Serum lipid profile [serum total cholesterol (TC), triglycerides (TG), and high-density lipoprotein cholesterol (HDLc)] were determined by enzymatic colorimetric method, using a BioMerieux kit (bioMérieux SA F-69280 Marcy l'Etoile France). Serum low-density lipoprotein cholesterol (LDLc) was calculated with the Friedewald's equation as LDLc=TC−(TG/5+HDLc). Fasting blood glucose and 2 h postprandial glucose were measured with a spectrophotometer using a Biodiagnostic kit (Egypt). Serum creatinine was determined by means of the enzymatic kinetic colorimetric Jaffe's method, using a Biodiagnostic kit.
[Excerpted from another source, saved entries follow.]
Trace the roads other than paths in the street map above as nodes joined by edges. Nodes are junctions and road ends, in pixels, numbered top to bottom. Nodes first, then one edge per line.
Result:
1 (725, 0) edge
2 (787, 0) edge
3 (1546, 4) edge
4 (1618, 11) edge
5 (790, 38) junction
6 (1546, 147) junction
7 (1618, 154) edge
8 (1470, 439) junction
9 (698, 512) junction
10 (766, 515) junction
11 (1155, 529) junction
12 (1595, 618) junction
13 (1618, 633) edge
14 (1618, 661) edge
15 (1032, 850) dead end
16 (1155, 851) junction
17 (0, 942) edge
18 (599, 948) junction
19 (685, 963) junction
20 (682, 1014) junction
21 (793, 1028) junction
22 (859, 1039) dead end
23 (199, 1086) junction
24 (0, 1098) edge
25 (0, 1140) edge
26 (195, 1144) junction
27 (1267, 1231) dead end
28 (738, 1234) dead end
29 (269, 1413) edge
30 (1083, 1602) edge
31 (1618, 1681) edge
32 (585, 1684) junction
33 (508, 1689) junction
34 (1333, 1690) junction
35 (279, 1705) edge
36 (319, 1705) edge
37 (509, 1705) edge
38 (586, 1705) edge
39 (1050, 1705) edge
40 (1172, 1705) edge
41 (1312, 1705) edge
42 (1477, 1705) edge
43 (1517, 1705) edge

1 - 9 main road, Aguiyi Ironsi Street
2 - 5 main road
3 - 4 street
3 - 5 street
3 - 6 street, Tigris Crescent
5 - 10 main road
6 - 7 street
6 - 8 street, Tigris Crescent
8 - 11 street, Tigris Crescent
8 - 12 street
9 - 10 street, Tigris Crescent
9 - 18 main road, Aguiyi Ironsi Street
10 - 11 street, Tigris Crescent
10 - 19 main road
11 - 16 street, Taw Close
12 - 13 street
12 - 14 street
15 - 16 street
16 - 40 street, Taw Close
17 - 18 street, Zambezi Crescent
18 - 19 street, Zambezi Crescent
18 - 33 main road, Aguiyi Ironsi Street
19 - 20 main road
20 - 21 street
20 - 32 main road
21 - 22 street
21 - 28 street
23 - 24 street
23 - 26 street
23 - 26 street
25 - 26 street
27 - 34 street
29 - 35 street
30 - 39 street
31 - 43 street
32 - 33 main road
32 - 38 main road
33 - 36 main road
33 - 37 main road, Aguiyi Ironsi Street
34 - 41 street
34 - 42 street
The plasma level of catalase was determined by the enzymatic colorimetric method, using a Biodiagnostic kit. MDA was determined by the enzymatic colorimetric method on the basis of the reaction of thiobarbituric acid with MDA to form thiobarbituric acid-reactive product using a Biodiagnostic kit. Urinary 8-OHdG was determined by means of the enzyme-linked immunosorbent assay, using human 8-OHdG ELISA kit (Glory science Co., Ltd, USA). Raw values of urinary 8-OHdG were normalized to urinary creatinine levels and expressed as ng/mg creatinine.
The data collected were tabulated and analyzed by statistical package for the social sciences, version 20, on an IBM compatible computer (SPSS; SPSS Inc., Chicago, Illinois, USA). Quantitative data were expressed as mean ± SD and analyzed by applying the t-test for comparison between two groups of normally distributed variables, whereas for comparison between two groups of non-normally distributed variables the Mann–Whitney test was applied. Qualitative data were expressed as number and percentage and analyzed by applying the χ2-test; for 2 × 2 tables and if any cell had an expected number less than 5 Fisher's exact test was applied. Spearman's correlation was used for non-normally distributed quantitative variables or when one of the variables was qualitative. Receiver operating characteristic curve was used to determine cutoff points, sensitivity, and specificity for quantitative variables of interest.
| Results|| |
The results of the present study are presented in [Table 1],[Table 2],[Table 3],[Table 4],[Table 5],[Table 6] and in [Figure 1].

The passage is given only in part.